- ACTIVITY
Your answer should be the number of lines in the listing that hold the string "buttons", with no other words.

- EXCERPTED DATA

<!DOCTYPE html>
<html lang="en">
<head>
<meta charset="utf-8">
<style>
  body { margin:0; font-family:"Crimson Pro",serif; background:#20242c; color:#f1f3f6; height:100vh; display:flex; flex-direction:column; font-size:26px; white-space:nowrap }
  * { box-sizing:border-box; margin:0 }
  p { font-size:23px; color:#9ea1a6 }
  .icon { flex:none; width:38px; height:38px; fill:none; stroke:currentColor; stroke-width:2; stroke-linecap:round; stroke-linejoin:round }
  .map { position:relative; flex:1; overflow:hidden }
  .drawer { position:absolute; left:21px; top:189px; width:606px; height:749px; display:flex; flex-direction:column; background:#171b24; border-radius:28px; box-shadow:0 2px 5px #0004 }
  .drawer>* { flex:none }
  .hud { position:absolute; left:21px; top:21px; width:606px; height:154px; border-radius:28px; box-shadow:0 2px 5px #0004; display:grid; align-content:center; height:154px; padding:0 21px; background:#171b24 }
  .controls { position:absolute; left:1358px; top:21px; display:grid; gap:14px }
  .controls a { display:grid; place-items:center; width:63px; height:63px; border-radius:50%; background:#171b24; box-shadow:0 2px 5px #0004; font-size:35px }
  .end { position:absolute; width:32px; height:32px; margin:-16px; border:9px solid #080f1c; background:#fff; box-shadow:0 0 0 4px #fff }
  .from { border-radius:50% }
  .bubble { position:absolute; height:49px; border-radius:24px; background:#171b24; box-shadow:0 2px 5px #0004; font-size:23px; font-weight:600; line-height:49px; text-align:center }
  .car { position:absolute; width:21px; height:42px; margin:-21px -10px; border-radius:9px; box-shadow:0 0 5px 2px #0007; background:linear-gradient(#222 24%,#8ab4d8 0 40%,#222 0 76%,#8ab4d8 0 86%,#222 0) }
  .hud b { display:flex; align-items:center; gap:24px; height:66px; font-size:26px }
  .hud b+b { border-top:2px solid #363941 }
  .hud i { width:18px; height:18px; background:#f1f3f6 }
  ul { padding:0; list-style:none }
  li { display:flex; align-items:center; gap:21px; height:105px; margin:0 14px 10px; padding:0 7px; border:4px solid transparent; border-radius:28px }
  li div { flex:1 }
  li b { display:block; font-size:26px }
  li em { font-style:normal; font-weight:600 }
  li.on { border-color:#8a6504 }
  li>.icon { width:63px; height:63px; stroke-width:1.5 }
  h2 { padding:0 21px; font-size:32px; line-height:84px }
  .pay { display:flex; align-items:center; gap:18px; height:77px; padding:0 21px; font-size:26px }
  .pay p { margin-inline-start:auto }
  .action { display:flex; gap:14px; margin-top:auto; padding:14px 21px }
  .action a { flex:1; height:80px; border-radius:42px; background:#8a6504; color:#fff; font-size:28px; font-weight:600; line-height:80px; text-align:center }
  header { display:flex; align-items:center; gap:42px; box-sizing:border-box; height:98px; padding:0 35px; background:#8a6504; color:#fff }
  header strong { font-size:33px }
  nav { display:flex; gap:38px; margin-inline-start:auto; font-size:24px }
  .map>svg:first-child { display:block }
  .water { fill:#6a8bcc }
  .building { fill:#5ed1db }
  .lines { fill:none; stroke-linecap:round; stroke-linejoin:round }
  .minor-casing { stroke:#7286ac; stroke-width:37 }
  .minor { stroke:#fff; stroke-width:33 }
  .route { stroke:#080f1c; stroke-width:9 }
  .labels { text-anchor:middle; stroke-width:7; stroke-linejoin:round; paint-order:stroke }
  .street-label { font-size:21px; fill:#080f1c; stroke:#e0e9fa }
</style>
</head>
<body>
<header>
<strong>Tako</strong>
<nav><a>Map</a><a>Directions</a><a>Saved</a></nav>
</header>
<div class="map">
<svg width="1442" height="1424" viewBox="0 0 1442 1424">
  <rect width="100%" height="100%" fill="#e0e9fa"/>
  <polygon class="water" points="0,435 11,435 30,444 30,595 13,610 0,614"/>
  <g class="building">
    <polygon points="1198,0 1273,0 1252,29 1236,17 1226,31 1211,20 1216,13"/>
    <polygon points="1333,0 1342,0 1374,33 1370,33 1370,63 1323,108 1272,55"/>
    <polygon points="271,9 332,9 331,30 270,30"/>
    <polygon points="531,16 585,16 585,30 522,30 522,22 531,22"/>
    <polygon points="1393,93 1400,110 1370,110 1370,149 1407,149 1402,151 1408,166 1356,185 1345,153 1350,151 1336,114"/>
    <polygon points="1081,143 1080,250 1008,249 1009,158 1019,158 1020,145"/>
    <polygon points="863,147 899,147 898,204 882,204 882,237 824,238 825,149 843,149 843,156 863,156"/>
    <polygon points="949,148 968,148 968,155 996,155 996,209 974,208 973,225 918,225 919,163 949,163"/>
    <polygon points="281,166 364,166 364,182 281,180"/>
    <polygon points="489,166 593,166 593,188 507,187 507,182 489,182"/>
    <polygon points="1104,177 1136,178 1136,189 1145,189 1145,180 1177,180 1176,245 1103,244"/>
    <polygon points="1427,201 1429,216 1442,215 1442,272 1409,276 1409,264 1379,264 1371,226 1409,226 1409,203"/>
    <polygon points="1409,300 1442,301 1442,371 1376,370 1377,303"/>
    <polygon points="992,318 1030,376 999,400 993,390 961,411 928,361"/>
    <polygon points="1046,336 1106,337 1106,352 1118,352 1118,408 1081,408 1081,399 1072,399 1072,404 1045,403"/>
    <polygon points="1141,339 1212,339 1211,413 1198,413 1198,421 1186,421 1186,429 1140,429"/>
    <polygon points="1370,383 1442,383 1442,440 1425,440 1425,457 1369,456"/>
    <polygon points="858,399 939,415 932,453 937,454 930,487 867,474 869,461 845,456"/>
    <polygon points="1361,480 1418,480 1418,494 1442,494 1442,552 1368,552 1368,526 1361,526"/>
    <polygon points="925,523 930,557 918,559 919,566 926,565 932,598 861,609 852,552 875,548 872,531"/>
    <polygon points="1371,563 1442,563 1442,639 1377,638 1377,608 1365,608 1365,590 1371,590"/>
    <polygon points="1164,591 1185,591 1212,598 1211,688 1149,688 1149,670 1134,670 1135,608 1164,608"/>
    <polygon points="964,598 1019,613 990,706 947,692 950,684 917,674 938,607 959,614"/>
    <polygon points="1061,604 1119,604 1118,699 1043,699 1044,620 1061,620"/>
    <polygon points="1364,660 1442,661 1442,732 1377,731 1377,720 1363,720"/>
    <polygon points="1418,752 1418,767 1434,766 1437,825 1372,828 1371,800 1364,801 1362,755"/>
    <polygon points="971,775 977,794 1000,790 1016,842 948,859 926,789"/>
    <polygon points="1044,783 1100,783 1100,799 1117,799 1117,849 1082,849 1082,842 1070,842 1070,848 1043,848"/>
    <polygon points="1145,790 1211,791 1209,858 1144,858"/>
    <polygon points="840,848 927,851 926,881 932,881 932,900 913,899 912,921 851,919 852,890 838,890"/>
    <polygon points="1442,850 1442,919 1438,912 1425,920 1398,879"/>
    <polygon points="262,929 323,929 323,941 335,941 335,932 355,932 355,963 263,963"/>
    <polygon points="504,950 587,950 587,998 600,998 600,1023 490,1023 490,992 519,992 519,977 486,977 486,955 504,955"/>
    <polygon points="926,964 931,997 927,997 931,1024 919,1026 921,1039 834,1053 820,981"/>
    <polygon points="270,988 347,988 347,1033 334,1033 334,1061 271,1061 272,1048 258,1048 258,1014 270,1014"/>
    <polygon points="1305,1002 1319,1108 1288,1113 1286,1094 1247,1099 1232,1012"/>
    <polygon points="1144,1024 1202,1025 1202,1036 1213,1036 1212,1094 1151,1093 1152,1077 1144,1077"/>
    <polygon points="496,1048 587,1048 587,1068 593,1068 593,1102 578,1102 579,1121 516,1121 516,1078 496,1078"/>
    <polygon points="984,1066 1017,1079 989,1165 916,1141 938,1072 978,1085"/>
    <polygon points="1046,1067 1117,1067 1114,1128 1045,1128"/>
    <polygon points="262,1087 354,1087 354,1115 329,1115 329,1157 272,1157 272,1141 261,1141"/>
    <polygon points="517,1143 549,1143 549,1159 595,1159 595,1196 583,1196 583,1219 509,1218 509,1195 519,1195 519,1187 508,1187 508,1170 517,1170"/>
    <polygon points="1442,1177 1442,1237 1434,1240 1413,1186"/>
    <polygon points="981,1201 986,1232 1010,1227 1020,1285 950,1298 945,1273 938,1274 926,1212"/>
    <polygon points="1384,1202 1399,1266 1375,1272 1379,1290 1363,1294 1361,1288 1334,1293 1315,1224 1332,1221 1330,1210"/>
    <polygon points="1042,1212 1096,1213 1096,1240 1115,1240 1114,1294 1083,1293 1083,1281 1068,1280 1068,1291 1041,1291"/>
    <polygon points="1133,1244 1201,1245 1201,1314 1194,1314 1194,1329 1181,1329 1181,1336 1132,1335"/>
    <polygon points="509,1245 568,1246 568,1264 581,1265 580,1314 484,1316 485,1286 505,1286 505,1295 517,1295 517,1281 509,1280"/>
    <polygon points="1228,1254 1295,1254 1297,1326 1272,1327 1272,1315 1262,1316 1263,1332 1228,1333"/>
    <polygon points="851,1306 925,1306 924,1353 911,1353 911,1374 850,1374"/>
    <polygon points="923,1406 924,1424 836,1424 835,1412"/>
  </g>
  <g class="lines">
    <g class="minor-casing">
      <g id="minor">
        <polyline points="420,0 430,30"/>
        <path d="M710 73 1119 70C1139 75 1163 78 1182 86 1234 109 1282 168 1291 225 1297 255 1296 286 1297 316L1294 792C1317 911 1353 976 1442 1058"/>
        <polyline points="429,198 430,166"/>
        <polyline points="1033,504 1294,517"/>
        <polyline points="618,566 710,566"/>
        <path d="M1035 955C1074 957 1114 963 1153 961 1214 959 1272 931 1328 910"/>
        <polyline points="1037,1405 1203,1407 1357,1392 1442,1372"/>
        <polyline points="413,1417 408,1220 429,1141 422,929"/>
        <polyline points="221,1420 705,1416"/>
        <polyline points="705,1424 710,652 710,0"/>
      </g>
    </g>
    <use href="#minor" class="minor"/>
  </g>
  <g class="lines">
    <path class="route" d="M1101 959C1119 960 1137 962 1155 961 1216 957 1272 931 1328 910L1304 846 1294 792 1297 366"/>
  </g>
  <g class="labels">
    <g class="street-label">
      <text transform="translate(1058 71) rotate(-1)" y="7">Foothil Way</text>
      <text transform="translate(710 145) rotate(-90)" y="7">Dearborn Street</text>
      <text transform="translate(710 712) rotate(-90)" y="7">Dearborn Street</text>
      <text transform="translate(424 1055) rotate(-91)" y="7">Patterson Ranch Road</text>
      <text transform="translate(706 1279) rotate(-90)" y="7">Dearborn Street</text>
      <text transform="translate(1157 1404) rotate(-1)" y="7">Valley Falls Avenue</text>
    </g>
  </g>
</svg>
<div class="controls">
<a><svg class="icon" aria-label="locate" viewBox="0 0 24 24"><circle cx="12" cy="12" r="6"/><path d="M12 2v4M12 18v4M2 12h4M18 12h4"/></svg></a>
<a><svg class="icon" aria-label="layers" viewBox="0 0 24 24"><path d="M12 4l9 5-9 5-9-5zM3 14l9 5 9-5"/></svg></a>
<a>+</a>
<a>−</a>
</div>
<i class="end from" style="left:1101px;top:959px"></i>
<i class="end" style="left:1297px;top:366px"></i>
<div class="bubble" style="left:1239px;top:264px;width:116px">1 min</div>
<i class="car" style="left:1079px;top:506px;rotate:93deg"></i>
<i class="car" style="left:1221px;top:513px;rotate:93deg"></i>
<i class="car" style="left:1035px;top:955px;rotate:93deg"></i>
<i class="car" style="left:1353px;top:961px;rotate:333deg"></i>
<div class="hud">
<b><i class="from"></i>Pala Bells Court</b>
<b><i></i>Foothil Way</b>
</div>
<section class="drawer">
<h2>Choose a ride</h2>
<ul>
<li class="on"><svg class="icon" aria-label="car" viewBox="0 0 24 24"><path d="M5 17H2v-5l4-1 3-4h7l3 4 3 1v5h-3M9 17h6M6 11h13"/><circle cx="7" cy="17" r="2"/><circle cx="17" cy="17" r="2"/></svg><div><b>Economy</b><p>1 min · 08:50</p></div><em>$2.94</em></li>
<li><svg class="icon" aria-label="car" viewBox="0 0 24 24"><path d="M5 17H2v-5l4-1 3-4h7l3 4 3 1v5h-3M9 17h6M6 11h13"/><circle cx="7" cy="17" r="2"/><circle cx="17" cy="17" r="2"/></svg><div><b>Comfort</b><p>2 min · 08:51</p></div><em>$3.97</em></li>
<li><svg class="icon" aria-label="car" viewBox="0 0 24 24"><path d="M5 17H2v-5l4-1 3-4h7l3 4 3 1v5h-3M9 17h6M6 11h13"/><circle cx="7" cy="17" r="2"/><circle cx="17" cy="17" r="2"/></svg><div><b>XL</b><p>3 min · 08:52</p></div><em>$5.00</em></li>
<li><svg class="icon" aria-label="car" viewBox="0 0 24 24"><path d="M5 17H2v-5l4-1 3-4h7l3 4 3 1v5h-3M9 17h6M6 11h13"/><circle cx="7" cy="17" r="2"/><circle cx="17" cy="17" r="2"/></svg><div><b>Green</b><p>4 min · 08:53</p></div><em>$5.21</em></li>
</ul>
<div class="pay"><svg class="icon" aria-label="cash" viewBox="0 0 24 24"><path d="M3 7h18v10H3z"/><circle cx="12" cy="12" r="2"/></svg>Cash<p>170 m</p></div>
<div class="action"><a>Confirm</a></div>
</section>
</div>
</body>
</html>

---

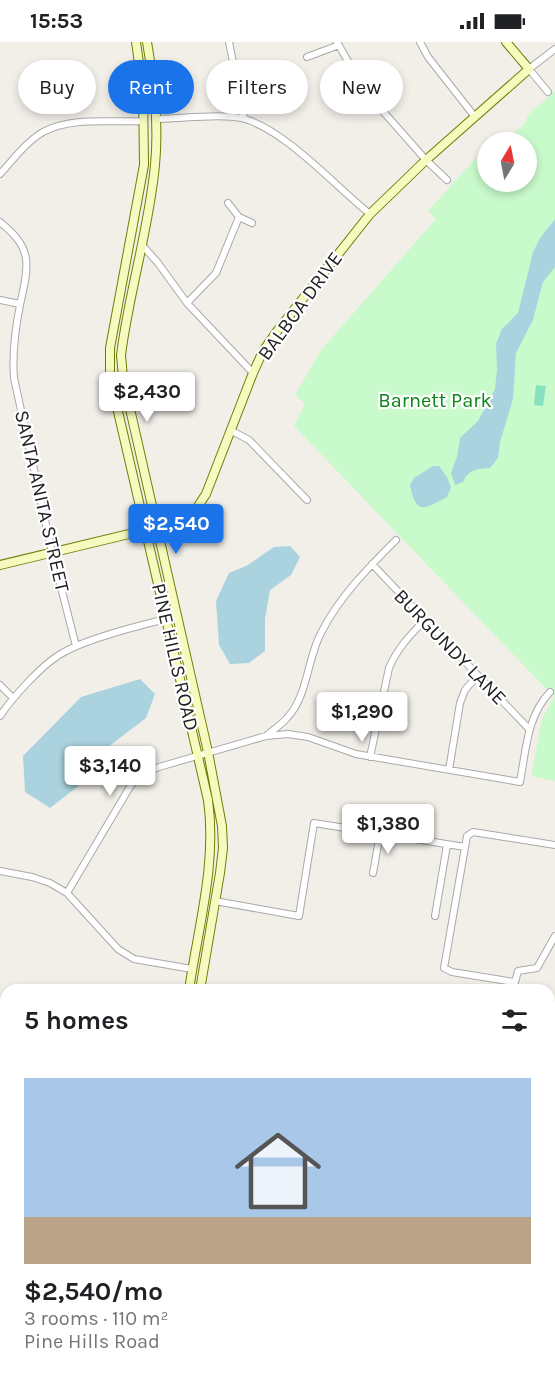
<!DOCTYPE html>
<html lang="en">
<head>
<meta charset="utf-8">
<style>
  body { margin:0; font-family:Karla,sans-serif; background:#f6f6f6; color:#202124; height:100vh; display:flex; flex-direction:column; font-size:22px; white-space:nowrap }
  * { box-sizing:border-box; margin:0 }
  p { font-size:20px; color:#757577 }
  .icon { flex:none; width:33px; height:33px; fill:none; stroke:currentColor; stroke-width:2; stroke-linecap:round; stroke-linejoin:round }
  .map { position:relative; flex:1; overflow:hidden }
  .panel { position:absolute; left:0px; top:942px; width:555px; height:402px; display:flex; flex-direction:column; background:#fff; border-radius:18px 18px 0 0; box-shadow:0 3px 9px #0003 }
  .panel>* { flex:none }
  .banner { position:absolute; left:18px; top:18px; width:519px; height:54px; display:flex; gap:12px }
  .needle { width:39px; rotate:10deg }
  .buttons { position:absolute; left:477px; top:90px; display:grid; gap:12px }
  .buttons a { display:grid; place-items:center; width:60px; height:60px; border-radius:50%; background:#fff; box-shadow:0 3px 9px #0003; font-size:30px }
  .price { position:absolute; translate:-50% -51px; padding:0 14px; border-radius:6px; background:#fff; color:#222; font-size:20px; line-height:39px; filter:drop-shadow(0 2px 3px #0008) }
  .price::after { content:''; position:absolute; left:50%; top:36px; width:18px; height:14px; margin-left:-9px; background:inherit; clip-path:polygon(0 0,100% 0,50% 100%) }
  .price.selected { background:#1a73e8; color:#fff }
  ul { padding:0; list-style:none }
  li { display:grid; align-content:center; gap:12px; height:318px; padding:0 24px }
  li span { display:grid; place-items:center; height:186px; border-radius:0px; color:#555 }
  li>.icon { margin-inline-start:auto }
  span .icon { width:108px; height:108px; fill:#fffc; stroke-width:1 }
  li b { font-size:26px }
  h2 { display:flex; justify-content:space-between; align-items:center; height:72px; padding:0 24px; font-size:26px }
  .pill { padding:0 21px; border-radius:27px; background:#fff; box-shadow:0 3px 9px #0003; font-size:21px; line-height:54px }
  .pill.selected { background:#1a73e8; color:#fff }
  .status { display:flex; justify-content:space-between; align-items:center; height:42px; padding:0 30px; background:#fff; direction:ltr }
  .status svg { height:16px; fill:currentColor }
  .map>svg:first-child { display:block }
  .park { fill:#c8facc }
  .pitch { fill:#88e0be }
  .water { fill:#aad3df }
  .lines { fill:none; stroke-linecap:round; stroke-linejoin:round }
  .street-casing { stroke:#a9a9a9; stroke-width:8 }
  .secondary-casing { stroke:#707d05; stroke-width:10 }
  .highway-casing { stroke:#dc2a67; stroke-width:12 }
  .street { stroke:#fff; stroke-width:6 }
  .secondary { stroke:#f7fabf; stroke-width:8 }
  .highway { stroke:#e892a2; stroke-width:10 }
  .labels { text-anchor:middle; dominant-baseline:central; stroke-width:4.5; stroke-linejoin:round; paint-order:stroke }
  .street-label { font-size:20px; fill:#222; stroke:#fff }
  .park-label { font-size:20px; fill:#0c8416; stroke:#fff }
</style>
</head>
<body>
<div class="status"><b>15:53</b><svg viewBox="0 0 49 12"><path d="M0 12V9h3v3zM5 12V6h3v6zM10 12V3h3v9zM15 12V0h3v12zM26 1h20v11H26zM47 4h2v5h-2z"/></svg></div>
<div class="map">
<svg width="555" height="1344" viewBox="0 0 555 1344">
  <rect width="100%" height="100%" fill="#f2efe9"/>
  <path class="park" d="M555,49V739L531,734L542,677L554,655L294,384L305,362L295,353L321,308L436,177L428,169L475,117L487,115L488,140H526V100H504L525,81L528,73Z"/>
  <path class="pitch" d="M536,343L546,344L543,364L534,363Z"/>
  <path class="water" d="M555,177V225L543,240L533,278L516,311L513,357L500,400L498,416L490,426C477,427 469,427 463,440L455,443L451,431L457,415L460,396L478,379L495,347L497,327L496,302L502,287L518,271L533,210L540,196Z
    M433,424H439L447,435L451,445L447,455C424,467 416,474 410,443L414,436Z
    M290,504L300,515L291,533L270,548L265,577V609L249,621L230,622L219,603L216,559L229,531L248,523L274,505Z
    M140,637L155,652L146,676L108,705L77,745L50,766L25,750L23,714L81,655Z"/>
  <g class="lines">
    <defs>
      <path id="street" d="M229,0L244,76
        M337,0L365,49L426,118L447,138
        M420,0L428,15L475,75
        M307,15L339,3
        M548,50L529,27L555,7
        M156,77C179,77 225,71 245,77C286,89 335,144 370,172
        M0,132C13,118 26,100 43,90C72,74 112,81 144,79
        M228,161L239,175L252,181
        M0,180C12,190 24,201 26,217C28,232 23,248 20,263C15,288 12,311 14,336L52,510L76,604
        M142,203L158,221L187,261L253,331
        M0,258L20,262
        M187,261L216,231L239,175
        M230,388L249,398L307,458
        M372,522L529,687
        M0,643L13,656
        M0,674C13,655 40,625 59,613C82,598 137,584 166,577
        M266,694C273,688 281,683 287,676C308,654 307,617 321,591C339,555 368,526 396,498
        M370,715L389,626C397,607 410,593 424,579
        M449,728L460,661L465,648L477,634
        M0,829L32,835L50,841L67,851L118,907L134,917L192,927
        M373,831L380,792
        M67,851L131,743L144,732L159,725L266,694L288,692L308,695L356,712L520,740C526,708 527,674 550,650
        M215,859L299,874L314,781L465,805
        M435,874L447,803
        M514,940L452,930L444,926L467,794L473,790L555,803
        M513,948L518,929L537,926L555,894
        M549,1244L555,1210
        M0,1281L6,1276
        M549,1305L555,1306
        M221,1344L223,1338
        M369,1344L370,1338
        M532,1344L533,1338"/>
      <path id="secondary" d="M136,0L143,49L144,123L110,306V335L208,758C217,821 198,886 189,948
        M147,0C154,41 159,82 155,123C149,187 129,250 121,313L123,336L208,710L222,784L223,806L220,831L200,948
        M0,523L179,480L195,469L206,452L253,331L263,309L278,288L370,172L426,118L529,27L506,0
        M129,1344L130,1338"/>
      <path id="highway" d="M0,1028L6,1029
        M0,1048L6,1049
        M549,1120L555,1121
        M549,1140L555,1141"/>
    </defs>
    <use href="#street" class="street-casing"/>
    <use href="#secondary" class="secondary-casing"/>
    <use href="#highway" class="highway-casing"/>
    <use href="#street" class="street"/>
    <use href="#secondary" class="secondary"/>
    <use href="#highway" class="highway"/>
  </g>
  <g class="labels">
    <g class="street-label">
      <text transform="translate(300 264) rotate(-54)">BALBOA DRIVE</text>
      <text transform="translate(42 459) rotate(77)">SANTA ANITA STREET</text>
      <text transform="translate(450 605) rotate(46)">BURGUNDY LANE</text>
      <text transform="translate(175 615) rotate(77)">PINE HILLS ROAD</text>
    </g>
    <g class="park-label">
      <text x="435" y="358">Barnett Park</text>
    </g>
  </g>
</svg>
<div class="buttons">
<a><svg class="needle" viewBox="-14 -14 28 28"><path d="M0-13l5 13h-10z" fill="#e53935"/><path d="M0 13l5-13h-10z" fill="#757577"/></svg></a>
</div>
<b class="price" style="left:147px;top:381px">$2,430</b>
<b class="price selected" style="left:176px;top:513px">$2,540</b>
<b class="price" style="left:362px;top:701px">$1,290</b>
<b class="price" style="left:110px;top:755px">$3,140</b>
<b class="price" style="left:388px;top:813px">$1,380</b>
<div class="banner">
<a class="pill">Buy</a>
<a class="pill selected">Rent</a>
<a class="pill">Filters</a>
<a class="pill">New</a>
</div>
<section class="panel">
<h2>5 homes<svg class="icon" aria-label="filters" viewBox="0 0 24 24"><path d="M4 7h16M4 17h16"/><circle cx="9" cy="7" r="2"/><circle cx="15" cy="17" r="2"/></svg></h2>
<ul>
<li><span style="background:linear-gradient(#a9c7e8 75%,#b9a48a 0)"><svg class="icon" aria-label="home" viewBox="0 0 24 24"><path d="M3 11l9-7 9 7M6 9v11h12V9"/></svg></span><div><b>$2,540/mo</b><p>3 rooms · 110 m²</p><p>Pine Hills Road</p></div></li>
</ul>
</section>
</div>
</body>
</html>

- EXERCISE ANSWER
3